Apa jalan keluar yang ditawarkan Presiden Jokowi?
Menanggapi pemberitaan yang meluas tentang polusi udara di Jakarta, Presiden Joko Widodo dan jajaran menterinya, menggelar rapat terbatas membahas persoalan itu di kompleks Istana Merdeka, Jakarta, Senin (14/08).
Dalam pidato sebelum rapat, Presiden Joko Widodo mengakatakan “selama satu pekan terakhir kualitas udara di Jabodetabek sangat sangat buruk.”
Menurut Jokowi, salah satu penyebab memburuknya kualitas udara di Jabodetabek adalah “karena musim kemarau”.
Dia mengatakan terjadinya kemarau panjang selama tiga bulan terakhir menyebabkan peningkatan konsentrasi polutan tinggi.
Namun Jokowi mengakui ada faktor penyebab lainnya, yaitu “pembuangan emisi dari transportasi dan juga aktivitas industri di Jabodetabek, terutama yang menggunakan batu bara di sektor industri manufaktur.”
Presiden kemudian memerintahkan kementerian/lembaga terkait untuk melakukan intervensi yang bisa meningkatkan kualitas udara di Jabodetabek.
Jokowi meminta rekayasa cuaca untuk dilakukan.
“Dalam jangka pendek secepatnya harus dilakukan intervensi yang bisa meningkatkan kualitas udara di Jabodetabek lebih baik.
“Kemudian juga rekayasa cuaca untuk memancing hujan di kawasan Jabodetabek,” ujarnya, seperti dilaporkan Detikcom.
Jokowi lantas meminta agar regulasi untuk percepatan penerapan batas emisi khususnya di Jabodetabek untuk segera ditetapkan. Kemudian memperbanyak ruang terbuka hijau.
“Dan tentu saja ini memerlukan anggaram, siapkan anggaran. Dan jika diperlukan kita harus berani mendorong banyak kantor melaksanakan hybrid working. Work from office, work from home mungkin.
“Saya nggak tahu nanti dari kesepakatan di rapat terbatas ini apakah 7-5 2-5 atau angka yang lain,” tuturnya.

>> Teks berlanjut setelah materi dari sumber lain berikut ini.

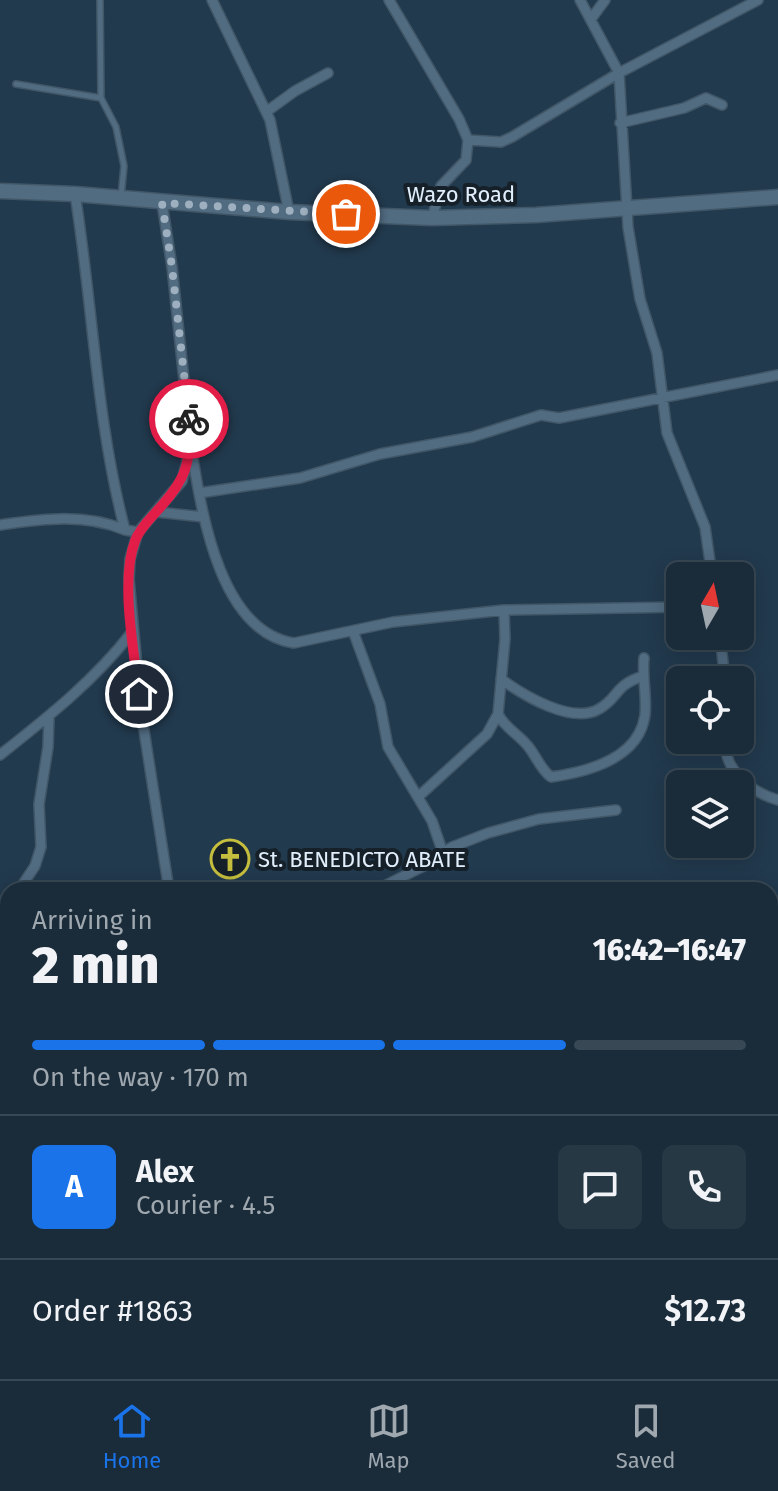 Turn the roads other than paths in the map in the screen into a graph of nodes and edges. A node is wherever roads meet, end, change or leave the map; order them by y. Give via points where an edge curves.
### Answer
1 (100, 0) edge
2 (212, 0) edge
3 (389, 0) edge
4 (580, 0) edge
5 (605, 0) edge
6 (758, 0) edge
7 (591, 19) junction
8 (328, 73) dead end
9 (619, 73) junction
10 (16, 84) dead end
11 (101, 98) junction
12 (722, 105) dead end
13 (266, 112) junction
14 (620, 123) junction
15 (468, 140) junction
16 (0, 191) edge
17 (75, 194) junction
18 (778, 197) edge
19 (121, 198) junction
20 (162, 203) junction
21 (628, 209) junction
22 (289, 212) junction
23 (432, 218) junction
24 (778, 375) edge
25 (665, 395) junction
26 (191, 446) junction
27 (199, 493) junction
28 (157, 512) junction
29 (204, 517) junction
30 (0, 525) edge
31 (125, 530) junction
32 (138, 532) junction
33 (710, 562) edge
34 (666, 607) edge
35 (504, 610) junction
36 (353, 631) junction
37 (132, 632) junction
38 (644, 658) dead end
39 (643, 676) junction
40 (501, 679) junction
41 (498, 714) junction
42 (49, 717) junction
43 (727, 754) edge
44 (0, 755) edge
45 (418, 797) junction
46 (778, 800) edge
47 (616, 810) dead end
48 (443, 853) junction
49 (24, 882) edge
50 (168, 882) edge
51 (392, 882) edge

1 - 11 lane
2 - 13 street
3 - 15 street
4 - 7 street
5 - 7 street
6 - 9 street
7 - 9 street
8 - 13 street
9 - 14 street
9 - 15 street via 501,142
10 - 11 lane
11 - 19 lane via 116,127 124,166
12 - 14 street via 706,98
13 - 22 street
14 - 21 street
15 - 23 street via 466,160 441,186
16 - 17 main road, Wazo Road
17 - 19 main road, Wazo Road
17 - 31 street via 100,403
18 - 21 main road, Wazo Road
19 - 20 main road, Wazo Road
20 - 22 main road, Wazo Road
20 - 26 street
21 - 23 main road, Wazo Road
21 - 25 street via 640,299
22 - 23 main road, Wazo Road
24 - 25 street
25 - 27 street via 559,418 541,415 300,478
25 - 33 street via 667,433 705,527
26 - 27 street
26 - 28 street via 182,481
27 - 29 street
28 - 29 street
28 - 32 street
29 - 36 street via 232,595 265,634 294,643
30 - 31 street via 71,518
31 - 32 street
32 - 37 street via 130,559
34 - 35 street
35 - 36 street
35 - 40 street
36 - 45 street via 380,704 388,747
37 - 42 street
37 - 50 street
38 - 39 street
39 - 40 street via 627,681 608,703 585,714 557,709
39 - 41 street via 642,725 620,754 590,770 551,777
40 - 41 street
41 - 45 street via 487,734
42 - 44 street
42 - 49 street via 39,804 41,847
43 - 46 street via 742,779 763,796
45 - 48 street
47 - 48 street via 539,819
48 - 51 street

Untuk jangka menengah, Jokowi meminta agar kebijakan mengurangi penggunaan kendaraan berbasis fosil segera diterapkan. Jokowi meminta agar warga beralih ke moda transportasi massal.
“Saya kira bulan ini LRT segera dioperasionalkan, MRT juga sudah beroperasi, kemudian kereta cepat bulan depan juga sudah beroperasi dan juga percepatan elektrivikasi kendaraan umum dgn bantuan pemerintah,” papar Jokowi.
Sementara untuk jangka panjang, Jokowi menekankan pentingnya memperkuat aksi mitigasi dan adaptasi perubahan iklim. Dia meminta pengawasan kepada sektor industri dan pembangkit listrik terutama di sekitar Jabodetabek untuk dilakukan. “Dan yang terakhir mengedukasi publik yang seluas-luasnya,” tandas Presiden.
Apa tanggapan pengusaha?
Wakil Ketua Asosiasi Pengusaha Indonesia (Apindo) DKI Jakarta, Nurjaman, mengakui masih ada perusahaan di kawasan Marunda, Jakarta Utara, yang menggunakan batubara sebagai bahan bakar energi listrik.
Pilihan memakai batubara, katanya, tak lain karena lebih murah ketimbang gas.
Meskipun, klaimnya, ada juga perusahaan yang terpaksa masih pakai batubara lantaran belum tersedianya jalur distribusi gas ke kawasan industri.
“Kenapa pilih batubara? Pertama karena harga, kalau gas lebih mahal,” ujar Nurjaman kepada BBC News Indonesia, Minggu (13/08). Akan tetapi kalangan pengusaha menolak dikambinghitamkan atas parahnya polusi udara di Jakarta. Sebab bagaimanapun, kata dia, keberadaan industri turut membuka lapangan kerja dan menggerakkan perekonomian.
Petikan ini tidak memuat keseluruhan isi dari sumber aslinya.